He shakes his head. “I need to sleep. I should be bunking down now but I needed to… I mean, I couldn’t without… I wanted to check that you were all right. Anyway, you should rest too and sleep off this ill-advised morning drinking session. You’ll be sober when you awake. May I help you?”

I turn to him, pushing myself up onto my tiptoes to loop my arms around his neck.

When he flinches, I stare up at his face in confusion.

“I’m not trying to steal your pretty dagger again,” I say.

“ Again? ” He looks down at me, cooly. “So, you admit that you did before.”

“Don’t interrogate drunk wolf shifters. It should be a rule or something.”

“I am the King. I could make it one.”

“Okay.”

I tease the wet hair at the base of Aurelius’ neck, which is like silk.

It’s strange to finally touch him; he’s hard and muscled. For the last few days, he’s felt like a dancing shadow. I half imagined that I may have dreamed him .

After the confused fantasies in my mind, I needed to be sure.

“I’m happy that you’re back,” I whisper. “I was worried about you, hoping that you weren’t injured.”

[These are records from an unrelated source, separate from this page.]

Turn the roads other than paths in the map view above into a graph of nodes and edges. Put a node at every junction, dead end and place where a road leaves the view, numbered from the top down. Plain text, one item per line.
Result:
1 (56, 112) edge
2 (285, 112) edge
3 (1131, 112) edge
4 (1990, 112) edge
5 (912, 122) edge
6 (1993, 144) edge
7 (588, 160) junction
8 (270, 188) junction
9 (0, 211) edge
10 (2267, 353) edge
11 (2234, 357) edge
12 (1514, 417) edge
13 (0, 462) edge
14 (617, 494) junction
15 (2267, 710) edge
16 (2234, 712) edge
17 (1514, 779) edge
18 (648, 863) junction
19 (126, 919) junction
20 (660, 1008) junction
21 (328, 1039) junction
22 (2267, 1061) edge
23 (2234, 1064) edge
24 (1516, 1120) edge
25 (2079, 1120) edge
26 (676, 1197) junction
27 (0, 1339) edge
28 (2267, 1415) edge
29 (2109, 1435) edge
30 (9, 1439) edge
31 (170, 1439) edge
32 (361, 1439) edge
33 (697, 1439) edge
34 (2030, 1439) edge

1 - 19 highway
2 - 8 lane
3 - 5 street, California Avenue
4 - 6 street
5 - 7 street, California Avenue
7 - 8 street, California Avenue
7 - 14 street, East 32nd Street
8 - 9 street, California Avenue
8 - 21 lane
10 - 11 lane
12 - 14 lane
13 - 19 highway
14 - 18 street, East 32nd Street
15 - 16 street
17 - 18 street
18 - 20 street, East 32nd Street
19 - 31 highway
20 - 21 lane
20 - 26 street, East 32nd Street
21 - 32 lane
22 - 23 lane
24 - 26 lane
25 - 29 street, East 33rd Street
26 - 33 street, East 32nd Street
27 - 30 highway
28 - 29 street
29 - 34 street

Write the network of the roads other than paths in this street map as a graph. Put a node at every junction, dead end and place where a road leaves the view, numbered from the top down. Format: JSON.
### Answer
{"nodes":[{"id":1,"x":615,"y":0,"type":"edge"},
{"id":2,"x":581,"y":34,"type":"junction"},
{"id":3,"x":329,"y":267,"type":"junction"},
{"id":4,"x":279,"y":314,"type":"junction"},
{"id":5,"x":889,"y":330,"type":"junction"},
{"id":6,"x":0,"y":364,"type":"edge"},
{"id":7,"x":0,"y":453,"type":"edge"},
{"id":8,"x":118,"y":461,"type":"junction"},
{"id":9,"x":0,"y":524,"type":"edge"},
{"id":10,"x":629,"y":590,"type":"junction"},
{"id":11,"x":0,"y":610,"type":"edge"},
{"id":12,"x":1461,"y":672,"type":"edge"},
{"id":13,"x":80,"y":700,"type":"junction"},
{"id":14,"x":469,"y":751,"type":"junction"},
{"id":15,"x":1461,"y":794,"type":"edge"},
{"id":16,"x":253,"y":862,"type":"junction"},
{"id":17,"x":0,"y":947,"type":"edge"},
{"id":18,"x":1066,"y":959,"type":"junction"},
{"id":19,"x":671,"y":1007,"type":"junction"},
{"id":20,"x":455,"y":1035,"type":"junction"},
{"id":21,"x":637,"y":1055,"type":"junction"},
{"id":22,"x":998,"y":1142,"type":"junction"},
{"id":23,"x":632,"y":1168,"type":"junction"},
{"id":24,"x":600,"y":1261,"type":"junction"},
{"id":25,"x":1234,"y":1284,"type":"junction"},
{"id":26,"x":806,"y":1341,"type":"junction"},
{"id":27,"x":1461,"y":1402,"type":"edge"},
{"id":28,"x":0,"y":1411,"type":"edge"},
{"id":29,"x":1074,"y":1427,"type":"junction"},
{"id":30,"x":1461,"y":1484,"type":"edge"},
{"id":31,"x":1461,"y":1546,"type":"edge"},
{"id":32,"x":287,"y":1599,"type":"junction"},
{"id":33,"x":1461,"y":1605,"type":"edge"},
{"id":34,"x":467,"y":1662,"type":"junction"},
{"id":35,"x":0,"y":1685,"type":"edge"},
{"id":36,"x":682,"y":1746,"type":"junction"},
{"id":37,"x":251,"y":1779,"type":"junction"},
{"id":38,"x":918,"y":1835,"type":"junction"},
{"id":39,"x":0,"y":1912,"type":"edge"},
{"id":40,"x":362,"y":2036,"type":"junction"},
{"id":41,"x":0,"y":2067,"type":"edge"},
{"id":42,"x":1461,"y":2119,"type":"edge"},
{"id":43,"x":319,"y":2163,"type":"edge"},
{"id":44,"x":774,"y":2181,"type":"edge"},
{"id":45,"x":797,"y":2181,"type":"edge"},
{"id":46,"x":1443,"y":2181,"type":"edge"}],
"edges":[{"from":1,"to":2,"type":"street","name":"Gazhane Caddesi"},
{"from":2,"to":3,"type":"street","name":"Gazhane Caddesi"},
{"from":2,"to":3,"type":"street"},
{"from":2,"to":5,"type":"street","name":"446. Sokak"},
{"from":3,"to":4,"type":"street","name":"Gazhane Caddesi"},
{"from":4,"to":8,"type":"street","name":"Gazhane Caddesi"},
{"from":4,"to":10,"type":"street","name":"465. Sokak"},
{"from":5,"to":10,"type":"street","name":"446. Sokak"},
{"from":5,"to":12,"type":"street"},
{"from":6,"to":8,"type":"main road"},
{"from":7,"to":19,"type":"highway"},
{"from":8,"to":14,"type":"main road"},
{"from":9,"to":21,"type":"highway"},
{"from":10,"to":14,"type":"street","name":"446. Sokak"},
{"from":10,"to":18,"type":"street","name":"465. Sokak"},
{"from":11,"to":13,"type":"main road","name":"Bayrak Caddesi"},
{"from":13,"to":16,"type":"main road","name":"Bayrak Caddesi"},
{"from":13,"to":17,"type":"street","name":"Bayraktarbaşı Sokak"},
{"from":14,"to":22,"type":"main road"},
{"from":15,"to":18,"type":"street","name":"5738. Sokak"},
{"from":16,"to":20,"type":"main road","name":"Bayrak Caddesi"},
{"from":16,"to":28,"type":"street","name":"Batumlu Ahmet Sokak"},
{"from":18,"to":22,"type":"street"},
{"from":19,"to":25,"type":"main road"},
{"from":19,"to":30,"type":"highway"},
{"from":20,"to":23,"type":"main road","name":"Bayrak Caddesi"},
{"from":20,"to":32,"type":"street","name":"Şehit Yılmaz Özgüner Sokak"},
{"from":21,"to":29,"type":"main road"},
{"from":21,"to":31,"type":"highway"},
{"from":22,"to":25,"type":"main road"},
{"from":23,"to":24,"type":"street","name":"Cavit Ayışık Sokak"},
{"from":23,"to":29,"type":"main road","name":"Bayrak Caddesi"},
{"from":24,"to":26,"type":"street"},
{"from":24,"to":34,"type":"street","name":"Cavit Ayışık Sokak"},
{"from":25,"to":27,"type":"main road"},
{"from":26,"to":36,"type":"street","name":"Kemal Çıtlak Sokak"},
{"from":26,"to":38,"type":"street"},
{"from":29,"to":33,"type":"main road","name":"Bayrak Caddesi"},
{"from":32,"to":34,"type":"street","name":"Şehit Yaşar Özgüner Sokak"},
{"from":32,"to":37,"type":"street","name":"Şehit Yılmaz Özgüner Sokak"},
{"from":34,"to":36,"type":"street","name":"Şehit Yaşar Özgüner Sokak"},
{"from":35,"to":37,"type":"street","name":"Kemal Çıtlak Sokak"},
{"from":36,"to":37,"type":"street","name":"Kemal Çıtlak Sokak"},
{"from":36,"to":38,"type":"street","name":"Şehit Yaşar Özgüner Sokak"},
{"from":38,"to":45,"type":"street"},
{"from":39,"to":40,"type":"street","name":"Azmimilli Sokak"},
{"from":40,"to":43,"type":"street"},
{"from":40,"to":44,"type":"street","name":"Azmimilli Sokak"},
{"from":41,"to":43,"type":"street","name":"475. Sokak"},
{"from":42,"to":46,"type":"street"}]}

Now, I understand why people drink. It lets you say things that you wouldn’t have the courage to otherwise.

I’m reckless most of the time but not with my heart. I tried confessing once with Bard, and he threw it back in my face, mocking me as unworthy.

Then he rejected me.

Please, don’t laugh at me.

“Did you pray to the Shadow Gods for me?” Aurelius is holding himself very still.

“I wouldn’t go that far.” I pull back to trace his sharp cheekbone, drying it with the tip of my finger. “You’re pretty.”

Startled, Aurelius’ gaze lowers to mine. “Am I?”

This close, I can see the tawny flecks in his eyes and the length of his golden lashes.

“Hmm.” I lean against his armor. “As pretty as Daire is.”

I yelp in shock, when Aurelius peels me off him and pushes me down onto my nest. I land on my face in the cushions, before squirming around on my back to get comfortable.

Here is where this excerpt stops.